• Collected data:
□ □ □ □

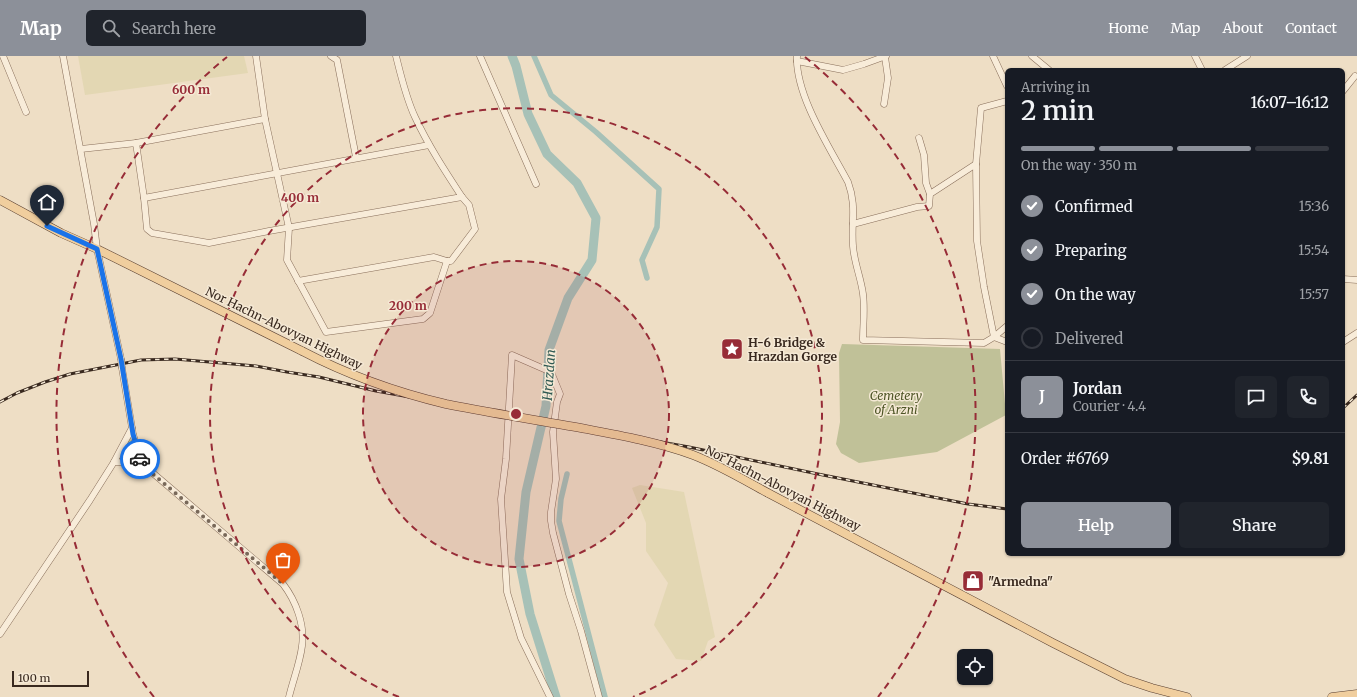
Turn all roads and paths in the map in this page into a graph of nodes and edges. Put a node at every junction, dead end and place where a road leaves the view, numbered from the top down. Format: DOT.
graph roads {
  1 [pos="3,56"];
  2 [pos="63,56"];
  3 [pos="256,56"];
  4 [pos="331,56"];
  5 [pos="396,56"];
  6 [pos="480,56"];
  7 [pos="886,56"];
  8 [pos="993,56"];
  9 [pos="1032,56"];
  10 [pos="1196,56"];
  11 [pos="1247,56"];
  12 [pos="797,58"];
  13 [pos="1047,68"];
  14 [pos="1201,68"];
  15 [pos="1228,68"];
  16 [pos="1355,76"];
  17 [pos="1005,82"];
  18 [pos="1345,88"];
  19 [pos="1005,102"];
  20 [pos="884,104"];
  21 [pos="26,112"];
  22 [pos="265,119"];
  23 [pos="919,138"];
  24 [pos="136,142"];
  25 [pos="429,145"];
  26 [pos="81,149"];
  27 [pos="356,157"];
  28 [pos="976,164"];
  29 [pos="277,174"];
  30 [pos="536,184"];
  31 [pos="930,194"];
  32 [pos="462,196"];
  33 [pos="144,198"];
  34 [pos="0,200"];
  35 [pos="853,224"];
  36 [pos="289,228"];
  37 [pos="97,249"];
  38 [pos="447,261"];
  39 [pos="1345,279"];
  40 [pos="1357,280"];
  41 [pos="298,281"];
  42 [pos="1005,328"];
  43 [pos="1357,334"];
  44 [pos="994,337"];
  45 [pos="1005,341"];
  46 [pos="1345,341"];
  47 [pos="132,428"];
  48 [pos="114,462"];
  49 [pos="141,464"];
  50 [pos="0,634"];
  51 [pos="1354,694"];
  52 [pos="289,697"];
  53 [pos="550,697"];
  54 [pos="599,697"];
  55 [pos="1187,697"];
  56 [pos="1332,697"];
  57 [pos="1342,697"];
  1 -- 21 [label="street"];
  2 -- 26 [label="street"];
  3 -- 22 [label="street"];
  4 -- 27 [label="street"];
  5 -- 25 [label="street"];
  6 -- 30 [label="street"];
  7 -- 12 [label="street"];
  7 -- 20 [label="street"];
  8 -- 17 [label="street"];
  9 -- 13 [label="street"];
  10 -- 14 [label="street"];
  11 -- 15 [label="street"];
  12 -- 35 [label="street"];
  16 -- 18 [label="street"];
  19 -- 28 [label="street"];
  22 -- 24 [label="street"];
  22 -- 29 [label="street"];
  23 -- 31 [label="street"];
  24 -- 26 [label="street"];
  24 -- 33 [label="street"];
  25 -- 27 [label="street"];
  25 -- 32 [label="street"];
  26 -- 37 [label="street"];
  27 -- 29 [label="street"];
  28 -- 31 [label="street"];
  28 -- 44 [label="street"];
  29 -- 33 [label="street"];
  29 -- 36 [label="street"];
  31 -- 35 [label="street"];
  32 -- 36 [label="street"];
  32 -- 38 [label="street"];
  33 -- 36 [label="street"];
  34 -- 37 [label="main road, Nor Hachn-Abovyan Highway"];
  35 -- 44 [label="street"];
  36 -- 41 [label="street"];
  37 -- 47 [label="street, bridge"];
  37 -- 55 [label="main road, Nor Hachn-Abovyan Highway, bridge"];
  38 -- 41 [label="street"];
  38 -- 41 [label="street"];
  39 -- 40 [label="street"];
  42 -- 44 [label="street"];
  43 -- 46 [label="street"];
  44 -- 45 [label="street"];
  47 -- 48 [label="street"];
  47 -- 49 [label="street"];
  48 -- 49 [label="street"];
  48 -- 50 [label="street"];
  49 -- 52 [label="street"];
  51 -- 56 [label="main road"];
  51 -- 57 [label="street"];
  53 -- 54 [label="street"];
}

□ □ □ □

• What to work on: Filter the data for the string "Hachn" and copy every line that has it.

• Reply to the task:
  34 -- 37 [label="main road, Nor Hachn-Abovyan Highway"];
  37 -- 55 [label="main road, Nor Hachn-Abovyan Highway, bridge"];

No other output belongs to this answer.